Sunday, July 18, 2010

I want to talk about...


OKAY. Before you start yelling and screaming, hear me out.

It has been a tough couple of years for the vampire literature community. The upsurge of a certain young adult romanticized vampire novel made a legitimate genre slightly unrespectable. Or at the very least, less respectable.

First and foremost, real vamp literature is, for lack of a better word, edgy. Vampires are not cute and sparkly. They are not too humanized. Vampires are mythological creatures and should be respected as so. There is a certain irresistible danger to them; a charm both cunning and desirable. The majesty in vampires is that they are the world's greatest predators. They draw in their prey with eyes and voice, with beauty and grace. Yet they are powerfully violent and virtually indestructible. Their portrayal throughout history has been a combination of hypnotic fascination and fear. Most often, vampires are seen as sexual creatures. It's how they capture their victims. They are sensual, often desensitized to the taboos of the time.

The more accurate depiction of vampire fiction can be seen in many different platforms. In television, the show True Blood shows vampires in an interesting light. They can be caring and human-esque, yet their darker sides always linger, just out of sight. Buffy the Vampire Slayer was the original bad ass representation of vamps and humanity's interaction with them. (FYI, I am a HUGE Buffy fan).

But in literature, vamp books run the gambit. But I want to discuss one series in particular - The Anita Blake, vampire hunter novels. I feel like the world Laurell K. Hamilton created captures the essence of what the mythological vamp should be. It reveals a reality much like ours, except the things that go bump in the night exist and are recognized. Vampires are citizens in the United States, and animators bring back the dead to settle insurance claims and finalize wills. The vamps in this world are seductive but also intriguing. They display levels of humanity but the author never lets you forget what they are, be it through the mentioning of their stillness or the power radiating off them. Plus, the books are filled with highly gratifying action sequences littered with plenty of carnage. It shows vampires as bad guys. As Anita says, even if you're undead you can still be a serial killer - just more deadly. But it also depicts vampires in a softer light, as someone cared about, a lover.

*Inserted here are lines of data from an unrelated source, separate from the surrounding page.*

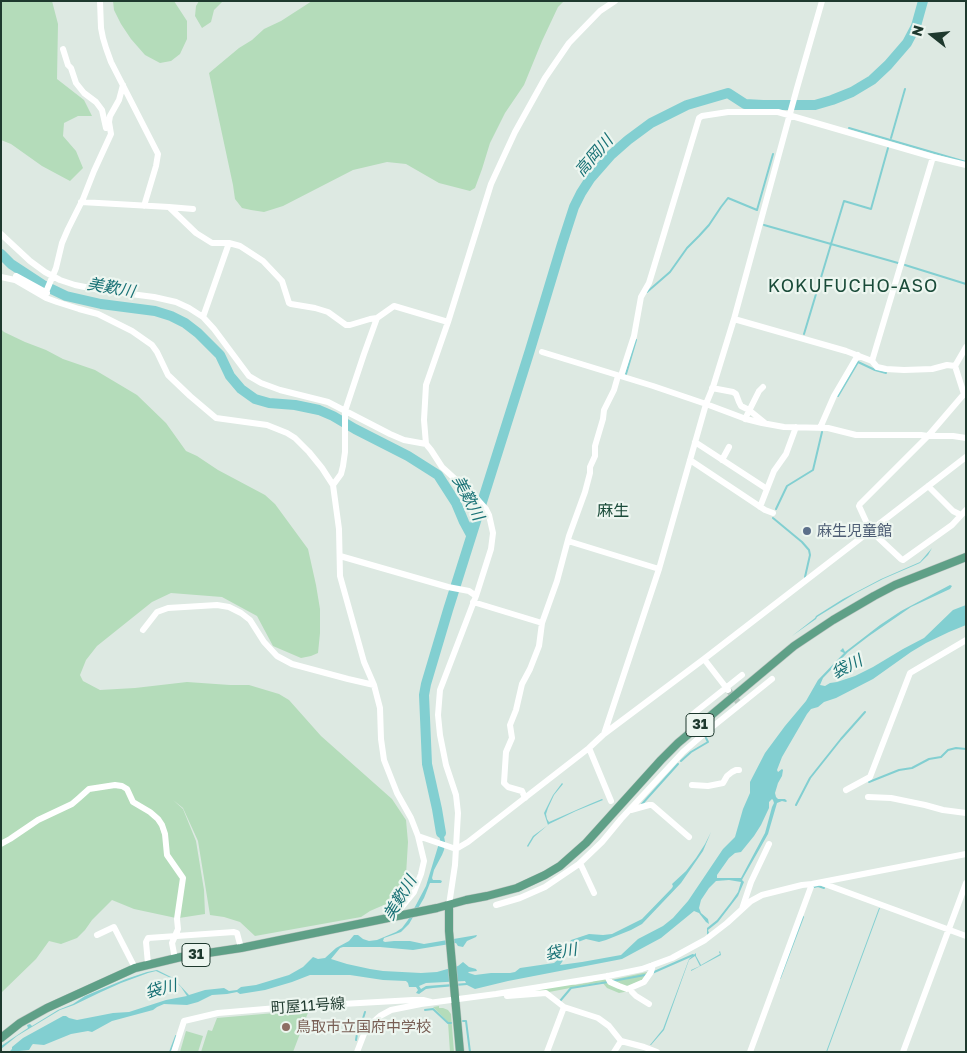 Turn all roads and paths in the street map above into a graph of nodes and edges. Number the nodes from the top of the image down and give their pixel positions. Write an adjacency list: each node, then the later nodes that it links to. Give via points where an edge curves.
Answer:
1 (100, 1): 5 (street, via 103,38)
2 (615, 1): 24 (street, via 600,11 569,43 515,132 491,184)
3 (822, 1): 6 (street)
4 (63, 49): 7 (street, via 76,83 102,110)
5 (123, 85): 7 (street, via 110,116); 11 (street, via 158,154)
6 (790, 113): 8 (street); 23 (street); 30 (street, via 728,112 699,118 649,284 641,297 634,336)
7 (108, 142): 10 (street)
8 (933, 157): 9 (street); 28 (street)
9 (966, 165)
10 (82, 202): 11 (street); 17 (street, via 62,243)
11 (144, 206): 12 (street)
12 (169, 207): 13 (street); 15 (street, via 196,233 212,243)
13 (194, 209)
14 (1, 234): 17 (street)
15 (228, 243): 21 (street); 22 (street, via 240,246 263,261 282,281 289,303 328,312 346,325)
16 (1, 277): 18 (street)
17 (52, 278): 19 (street); 21 (street, via 100,290 176,302)
18 (12, 279): 19 (street, via 15,276); 20 (street, via 46,298)
19 (46, 291): 20 (street)
20 (77, 309): 49 (street, via 98,314 152,345 168,375 216,418 267,425 295,438)
21 (203, 317): 36 (street, via 248,376)
22 (377, 318): 24 (street, via 394,306); 36 (street)
23 (734, 319): 27 (street); 32 (street)
24 (448, 322): 44 (street, via 426,385)
25 (966, 347): 29 (street)
26 (542, 352): 30 (street)
27 (858, 356): 28 (street); 40 (street, via 834,396)
28 (872, 361): 29 (street, via 877,367 895,370)
29 (955, 366): 33 (street)
30 (620, 376): 34 (street); 56 (street, via 604,410 595,456)
31 (763, 387): 35 (street)
32 (712, 388): 34 (street); 35 (street, via 733,392 741,406)
33 (965, 394): 41 (street)
34 (706, 404): 37 (street); 43 (street)
35 (749, 410): 37 (street); 38 (street)
36 (346, 411): 44 (street, via 404,440); 49 (street, via 343,466)
37 (745, 419): 38 (street)
38 (766, 424): 39 (street)
39 (796, 427): 40 (street); 51 (street)
40 (820, 428): 41 (street, via 856,435)
41 (928, 436): 42 (street); 55 (street, via 860,504)
42 (966, 438)
43 (695, 442): 47 (street); 48 (street)
44 (426, 444): 60 (street, via 442,467 477,499 489,515 493,533 491,549)
45 (729, 448): 48 (street)
46 (966, 457): 50 (street)
47 (690, 460): 52 (street); 59 (street)
48 (722, 460): 51 (street)
49 (333, 485): 57 (street, via 340,529)
50 (928, 486): 54 (street, via 953,511); 55 (street)
51 (767, 489): 52 (street)
52 (760, 507): 53 (street)
53 (773, 513)
54 (964, 513): 55 (street, via 903,560)
55 (870, 530): 64 (street)
56 (568, 541): 59 (street); 61 (street, via 558,581)
57 (340, 556): 60 (street, via 469,591); 67 (street, via 340,576 364,662)
58 (966, 556): 91 (main road, 31, via 895,585 794,646 678,743 560,866 516,888)
59 (659, 568): 70 (street)
60 (475, 599): 61 (street); 84 (street, via 440,690 438,715 446,765 456,795)
61 (542, 623): 76 (street, via 539,646 522,684 510,725 511,741 506,752 504,783 522,791)
62 (142, 630): 67 (street, via 157,612 168,608 229,607 250,620 277,656 292,664)
63 (966, 640): 74 (street, via 910,673 870,777)
64 (704, 659): 68 (street); 70 (street)
65 (742, 676): 68 (street)
66 (772, 679): 78 (street, via 739,703 684,752)
67 (374, 684): 80 (street, via 380,708 384,760)
68 (728, 689): 69 (street)
69 (693, 714)
70 (604, 734): 71 (street)
71 (589, 748): 76 (street); 77 (street)
72 (739, 770): 73 (street, via 727,776 723,783)
73 (692, 785)
74 (846, 790)
75 (868, 797): 79 (street, via 891,798)
76 (525, 798): 84 (street)
77 (611, 801)
78 (630, 810): 81 (street, via 652,806); 86 (street)
79 (966, 813)
80 (418, 836): 84 (street); 94 (street, via 424,861 421,874 414,892)
81 (689, 837)
82 (1, 844): 97 (street, via 38,820 72,804 89,789 122,786 133,802 150,812 162,825 167,855 183,878)
83 (769, 844): 93 (street)
84 (456, 849): 91 (street)
85 (966, 854): 87 (street)
86 (580, 863): 90 (street); 92 (street, via 550,884)
87 (821, 882): 89 (street); 95 (street)
88 (966, 883): 95 (street)
89 (812, 884): 93 (street, via 762,895); 119 (street)
90 (594, 893)
91 (449, 904): 94 (main road, 31); 107 (main road)
92 (496, 905)
93 (742, 910): 102 (street, via 705,940)
94 (396, 916): 99 (main road, 31)
95 (948, 929): 98 (street); 120 (street)
96 (97, 935): 103 (street, via 114,927)
97 (175, 936): 99 (street, via 234,932); 100 (street, via 172,943); 101 (street, via 146,939)
98 (966, 936)
99 (241, 948): 100 (main road, 31)
100 (175, 959): 101 (main road, 31)
101 (148, 964): 103 (main road, 31)
102 (653, 965): 104 (street); 105 (street, via 644,982)
103 (134, 968): 111 (main road, 31, via 47,1008)
104 (607, 976): 105 (street, via 610,982); 106 (street)
105 (630, 988): 109 (street)
106 (496, 994): 107 (street); 110 (street, via 546,993)
107 (454, 999): 108 (street); 115 (main road)
108 (432, 1003): 113 (street, via 391,1010 380,1016 364,1034); 114 (street, 町屋11号線, via 423,1000 218,1013 184,1021)
109 (649, 1004)
110 (564, 1007): 112 (street, via 598,1018); 116 (street)
111 (1, 1038)
112 (621, 1041): 117 (street); 118 (street)
113 (359, 1051)
114 (174, 1052)
115 (460, 1052)
116 (547, 1052)
117 (614, 1052)
118 (657, 1052)
119 (750, 1052)
120 (903, 1052) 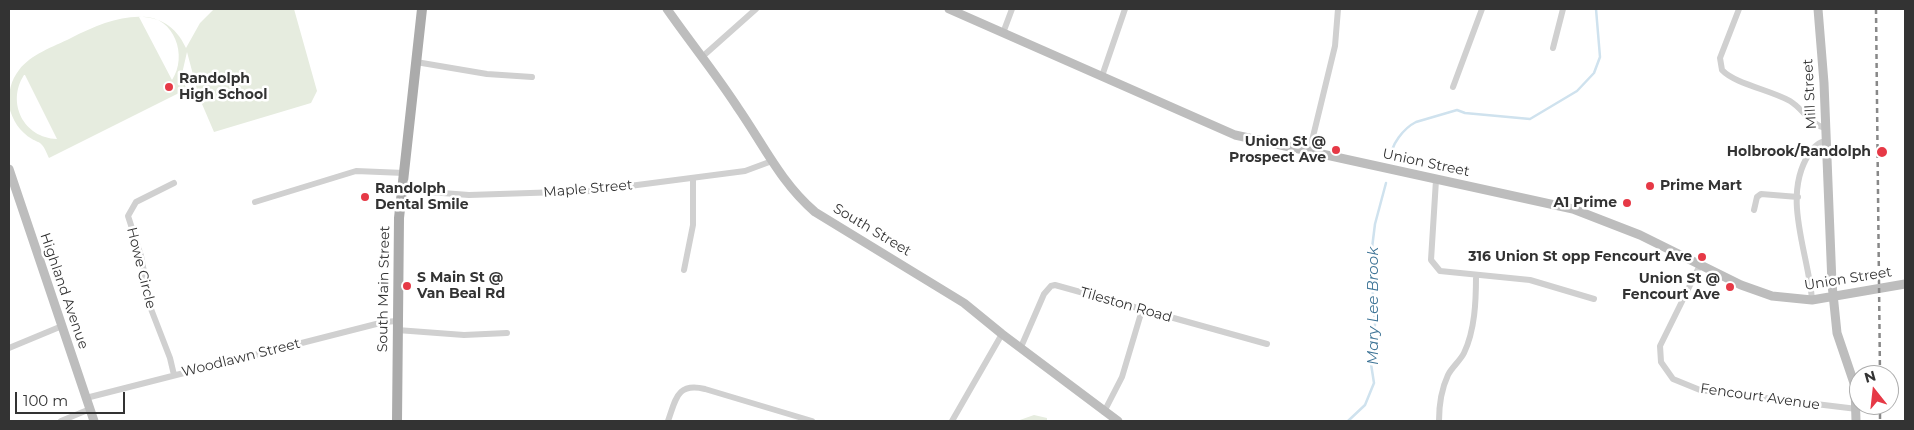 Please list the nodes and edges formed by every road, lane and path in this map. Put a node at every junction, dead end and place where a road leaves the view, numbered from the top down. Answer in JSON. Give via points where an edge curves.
{"nodes":[{"id":1,"x":422,"y":9,"type":"edge"},
{"id":2,"x":667,"y":9,"type":"edge"},
{"id":3,"x":756,"y":9,"type":"edge"},
{"id":4,"x":949,"y":9,"type":"edge"},
{"id":5,"x":1012,"y":9,"type":"edge"},
{"id":6,"x":1125,"y":9,"type":"edge"},
{"id":7,"x":1338,"y":9,"type":"edge"},
{"id":8,"x":1482,"y":9,"type":"edge"},
{"id":9,"x":1563,"y":9,"type":"edge"},
{"id":10,"x":1739,"y":9,"type":"edge"},
{"id":11,"x":1818,"y":9,"type":"edge"},
{"id":12,"x":1003,"y":33,"type":"junction"},
{"id":13,"x":1553,"y":48,"type":"dead end"},
{"id":14,"x":702,"y":58,"type":"junction"},
{"id":15,"x":416,"y":62,"type":"junction"},
{"id":16,"x":1102,"y":76,"type":"junction"},
{"id":17,"x":532,"y":77,"type":"dead end"},
{"id":18,"x":1453,"y":87,"type":"dead end"},
{"id":19,"x":1826,"y":128,"type":"junction"},
{"id":20,"x":1827,"y":141,"type":"junction"},
{"id":21,"x":1309,"y":153,"type":"junction"},
{"id":22,"x":772,"y":161,"type":"junction"},
{"id":23,"x":9,"y":169,"type":"edge"},
{"id":24,"x":404,"y":173,"type":"junction"},
{"id":25,"x":693,"y":178,"type":"junction"},
{"id":26,"x":1436,"y":180,"type":"junction"},
{"id":27,"x":174,"y":183,"type":"dead end"},
{"id":28,"x":402,"y":190,"type":"junction"},
{"id":29,"x":1798,"y":197,"type":"junction"},
{"id":30,"x":255,"y":202,"type":"dead end"},
{"id":31,"x":1754,"y":210,"type":"dead end"},
{"id":32,"x":1700,"y":265,"type":"junction"},
{"id":33,"x":684,"y":270,"type":"dead end"},
{"id":34,"x":1476,"y":276,"type":"junction"},
{"id":35,"x":1905,"y":284,"type":"edge"},
{"id":36,"x":1833,"y":298,"type":"junction"},
{"id":37,"x":1594,"y":299,"type":"dead end"},
{"id":38,"x":1812,"y":300,"type":"junction"},
{"id":39,"x":1142,"y":310,"type":"junction"},
{"id":40,"x":397,"y":325,"type":"junction"},
{"id":41,"x":62,"y":326,"type":"junction"},
{"id":42,"x":507,"y":334,"type":"dead end"},
{"id":43,"x":1002,"y":334,"type":"junction"},
{"id":44,"x":1267,"y":344,"type":"dead end"},
{"id":45,"x":1021,"y":347,"type":"junction"},
{"id":46,"x":9,"y":348,"type":"edge"},
{"id":47,"x":1849,"y":368,"type":"edge"},
{"id":48,"x":174,"y":375,"type":"junction"},
{"id":49,"x":86,"y":398,"type":"junction"},
{"id":50,"x":1849,"y":408,"type":"edge"},
{"id":51,"x":90,"y":409,"type":"junction"},
{"id":52,"x":1104,"y":412,"type":"junction"},
{"id":53,"x":61,"y":421,"type":"edge"},
{"id":54,"x":94,"y":421,"type":"edge"},
{"id":55,"x":396,"y":421,"type":"edge"},
{"id":56,"x":668,"y":421,"type":"edge"},
{"id":57,"x":812,"y":421,"type":"edge"},
{"id":58,"x":952,"y":421,"type":"edge"},
{"id":59,"x":1118,"y":421,"type":"edge"},
{"id":60,"x":1439,"y":421,"type":"edge"}],
"edges":[{"from":1,"to":15,"type":"main road","name":"South Main Street"},
{"from":2,"to":14,"type":"main road","name":"South Street"},
{"from":3,"to":14,"type":"street"},
{"from":4,"to":12,"type":"main road","name":"Union Street"},
{"from":5,"to":12,"type":"street"},
{"from":6,"to":16,"type":"street"},
{"from":7,"to":21,"type":"street","via":[[1335,46]]},
{"from":8,"to":18,"type":"street"},
{"from":9,"to":13,"type":"street"},
{"from":10,"to":19,"type":"street","via":[[1720,58],[1722,70],[1730,77],[1791,101],[1817,126]]},
{"from":11,"to":19,"type":"main road","name":"Mill Street"},
{"from":12,"to":16,"type":"main road","name":"Union Street"},
{"from":14,"to":22,"type":"main road","name":"South Street"},
{"from":15,"to":17,"type":"street","via":[[487,74]]},
{"from":15,"to":24,"type":"main road","name":"South Main Street"},
{"from":16,"to":21,"type":"main road","name":"Union Street","via":[[1235,135]]},
{"from":19,"to":20,"type":"main road","name":"Mill Street"},
{"from":20,"to":29,"type":"street","via":[[1816,146],[1804,163]]},
{"from":20,"to":36,"type":"main road","name":"Mill Street"},
{"from":21,"to":26,"type":"main road","name":"Union Street"},
{"from":22,"to":25,"type":"street","name":"Maple Street","via":[[752,170]]},
{"from":22,"to":43,"type":"main road","name":"South Street","via":[[791,189],[815,212],[964,302]]},
{"from":23,"to":41,"type":"main road","name":"Highland Avenue"},
{"from":24,"to":28,"type":"main road","name":"South Main Street"},
{"from":24,"to":30,"type":"street","via":[[356,171]]},
{"from":25,"to":28,"type":"street","name":"Maple Street","via":[[565,192],[469,194]]},
{"from":25,"to":33,"type":"street","via":[[693,225]]},
{"from":26,"to":32,"type":"main road","name":"Union Street","via":[[1579,211],[1640,235]]},
{"from":26,"to":34,"type":"street","via":[[1431,260],[1440,271]]},
{"from":27,"to":48,"type":"street","name":"Howe Circle","via":[[136,202],[128,216],[141,256],[151,309]]},
{"from":28,"to":40,"type":"main road","name":"South Main Street"},
{"from":29,"to":31,"type":"street","via":[[1761,194]]},
{"from":29,"to":38,"type":"street"},
{"from":32,"to":38,"type":"main road","name":"Union Street","via":[[1756,291],[1783,298]]},
{"from":32,"to":50,"type":"street","name":"Fencourt Avenue","via":[[1660,346],[1661,362],[1673,379],[1700,390]]},
{"from":34,"to":37,"type":"street","via":[[1530,280]]},
{"from":34,"to":60,"type":"street","via":[[1475,307],[1468,342],[1464,354],[1445,382]]},
{"from":35,"to":36,"type":"main road","name":"Union Street"},
{"from":36,"to":38,"type":"main road","name":"Union Street"},
{"from":36,"to":47,"type":"main road","name":"Mill Street","via":[[1837,333]]},
{"from":39,"to":44,"type":"street","name":"Tileston Road"},
{"from":39,"to":45,"type":"street","name":"Tileston Road","via":[[1051,286],[1044,294]]},
{"from":39,"to":52,"type":"street","via":[[1122,378]]},
{"from":40,"to":42,"type":"street","name":"Woodlawn Street","via":[[464,335]]},
{"from":40,"to":48,"type":"street","name":"Woodlawn Street","via":[[384,322]]},
{"from":40,"to":55,"type":"main road","name":"South Main Street"},
{"from":41,"to":46,"type":"street"},
{"from":41,"to":49,"type":"main road","name":"Highland Avenue"},
{"from":43,"to":45,"type":"main road","name":"South Street"},
{"from":43,"to":58,"type":"street"},
{"from":45,"to":52,"type":"main road","name":"South Street"},
{"from":48,"to":49,"type":"street","name":"Woodlawn Street"},
{"from":49,"to":51,"type":"main road","name":"Highland Avenue"},
{"from":51,"to":53,"type":"street"},
{"from":51,"to":54,"type":"main road","name":"Highland Avenue"},
{"from":52,"to":59,"type":"main road","name":"South Street"},
{"from":56,"to":57,"type":"street","via":[[678,394],[690,387]]}]}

Finally, Anita Blake is just an incredibly satisfying heroine. Unlike other vampire novels, Blake isn't a wishy-washy girl, hung up on a vamp, in desperate need of saving. Blake is pretty bad ass. She's a federal marshal who's quick with a gun and even faster with her tongue. Sharp witted, funny, and independent, she makes a great champion. Perhaps that makes all the difference in vampire literature. The vamps are only as good as the humans that surround them.

I like vampire books, despite the hype. I'll read anything Laurell K. Hamilton writes. I liked Anne Rice. I might pick up a couple other books on the way. I've read Dracula knock offs and stories with vamps in varying degrees of horror. Regardless, I'm always drawn back in. It's a subtle fascination I can't avoid and honestly, I really don't want to.